Data under study: Begin

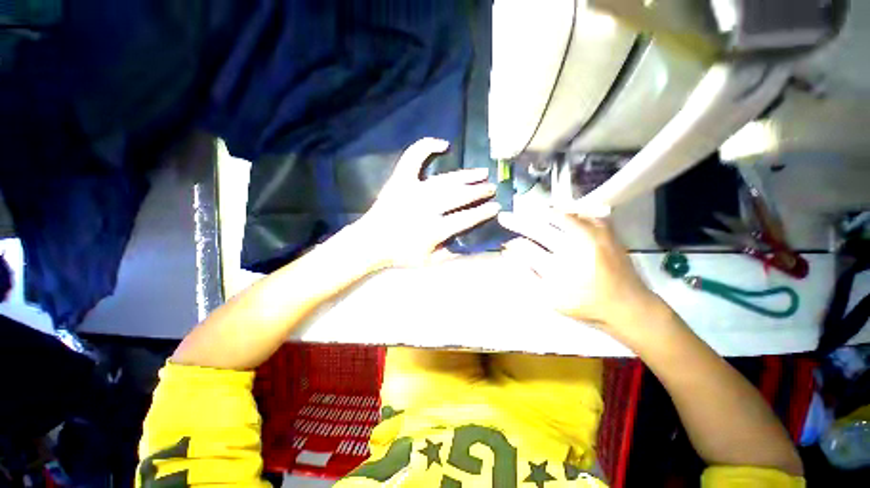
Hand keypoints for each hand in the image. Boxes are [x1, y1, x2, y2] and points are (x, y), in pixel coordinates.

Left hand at [354, 138, 499, 267]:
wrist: (370, 242)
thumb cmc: (400, 254)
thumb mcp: (428, 262)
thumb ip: (451, 253)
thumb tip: (471, 242)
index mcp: (433, 229)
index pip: (465, 219)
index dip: (483, 213)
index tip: (496, 207)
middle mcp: (426, 207)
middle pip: (459, 196)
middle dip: (479, 192)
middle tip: (491, 188)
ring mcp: (412, 190)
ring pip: (446, 180)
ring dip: (466, 176)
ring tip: (481, 173)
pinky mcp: (400, 180)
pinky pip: (413, 158)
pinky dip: (427, 147)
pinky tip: (443, 144)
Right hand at [498, 208, 662, 335]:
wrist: (628, 304)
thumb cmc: (585, 305)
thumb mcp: (549, 298)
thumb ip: (526, 275)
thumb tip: (508, 252)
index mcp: (560, 270)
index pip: (526, 248)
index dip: (512, 244)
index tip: (504, 242)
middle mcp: (575, 248)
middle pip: (538, 228)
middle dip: (517, 221)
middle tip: (504, 216)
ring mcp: (592, 236)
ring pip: (557, 215)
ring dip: (536, 213)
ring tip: (524, 211)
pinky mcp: (605, 230)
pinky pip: (578, 213)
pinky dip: (561, 212)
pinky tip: (552, 214)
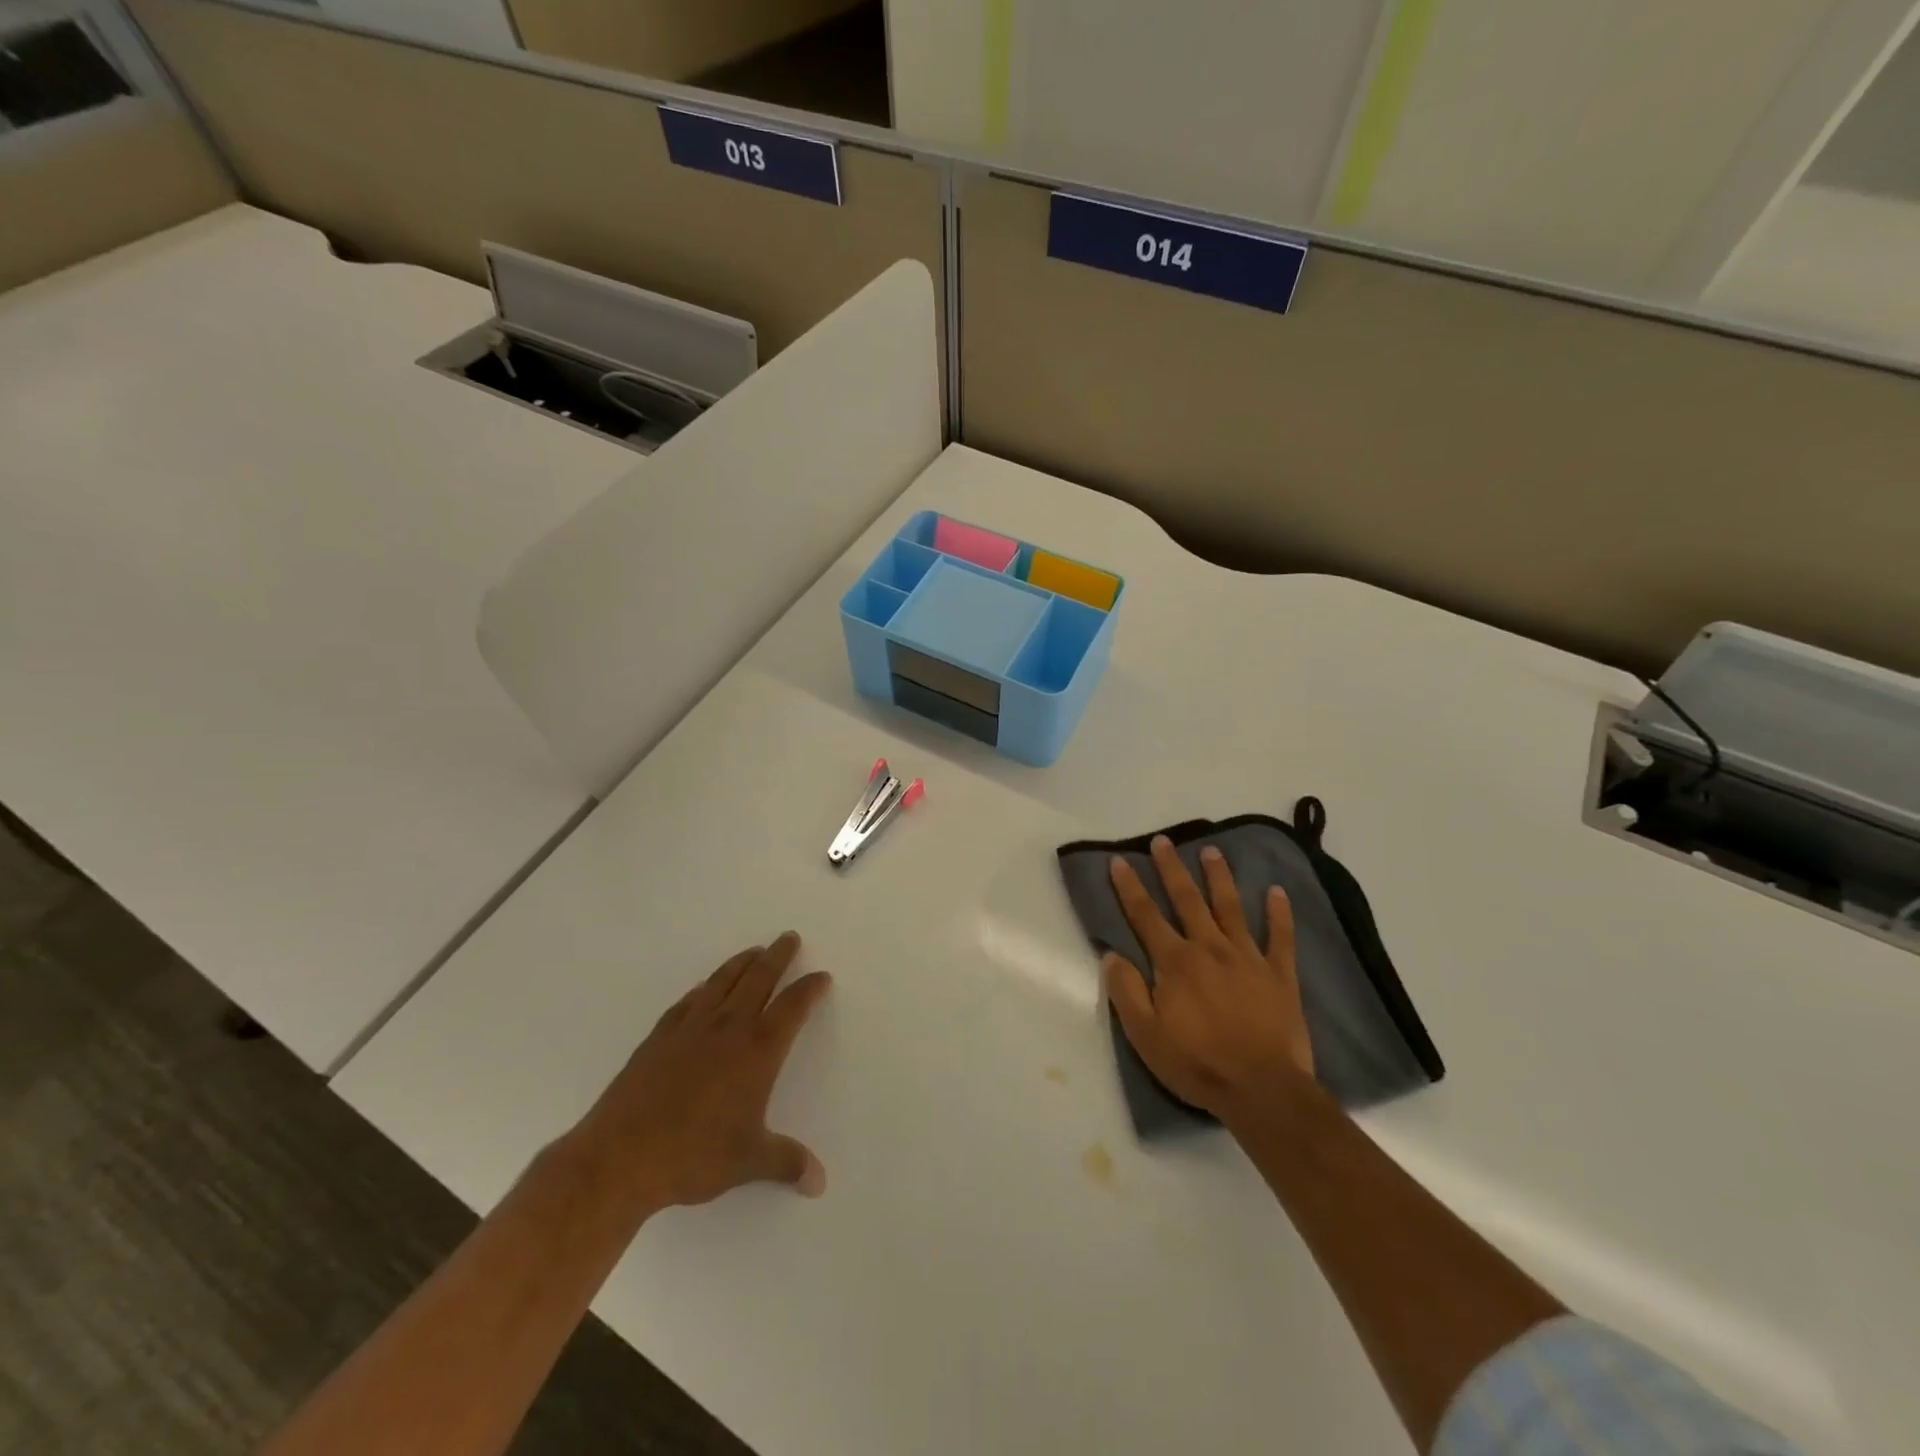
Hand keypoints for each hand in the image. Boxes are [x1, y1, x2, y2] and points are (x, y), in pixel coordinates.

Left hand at [575, 932, 831, 1214]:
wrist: (620, 1157)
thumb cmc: (693, 1155)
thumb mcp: (748, 1162)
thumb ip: (787, 1163)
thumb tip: (819, 1182)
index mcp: (757, 1051)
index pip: (792, 1007)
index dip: (809, 989)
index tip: (821, 977)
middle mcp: (727, 1028)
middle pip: (759, 979)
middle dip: (778, 956)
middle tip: (788, 937)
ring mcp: (690, 1028)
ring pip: (723, 982)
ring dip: (742, 962)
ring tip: (754, 951)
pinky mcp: (659, 1037)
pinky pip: (688, 1001)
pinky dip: (703, 988)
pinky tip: (703, 989)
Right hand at [1104, 836, 1313, 1121]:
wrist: (1263, 1090)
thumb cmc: (1197, 1064)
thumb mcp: (1145, 1036)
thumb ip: (1126, 991)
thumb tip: (1112, 955)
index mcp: (1175, 962)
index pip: (1146, 916)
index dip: (1130, 887)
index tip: (1120, 861)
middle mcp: (1210, 948)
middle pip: (1187, 900)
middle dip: (1172, 869)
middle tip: (1164, 841)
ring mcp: (1248, 958)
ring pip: (1230, 908)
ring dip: (1219, 878)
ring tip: (1212, 851)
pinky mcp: (1280, 975)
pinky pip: (1281, 937)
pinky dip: (1279, 913)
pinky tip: (1277, 891)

Data under study: End

Work instruction – Set down, unchanged, only those lines above that fall between the line with "middle pip: (759, 979)" and the line with "thumb tip: (1112, 955)", the two end lines included.

The completed task –
middle pip: (759, 979)
middle dip: (778, 956)
middle tip: (788, 937)
ring mcp: (690, 1028)
ring pip: (723, 982)
ring dip: (742, 962)
ring tip: (754, 951)
pinky mcp: (659, 1037)
pinky pip: (688, 1001)
pinky dip: (703, 988)
pinky tip: (703, 989)
Right hand at [1104, 836, 1313, 1121]:
wrist: (1263, 1090)
thumb cmc: (1197, 1064)
thumb mcp: (1145, 1036)
thumb ip: (1126, 991)
thumb tip: (1112, 955)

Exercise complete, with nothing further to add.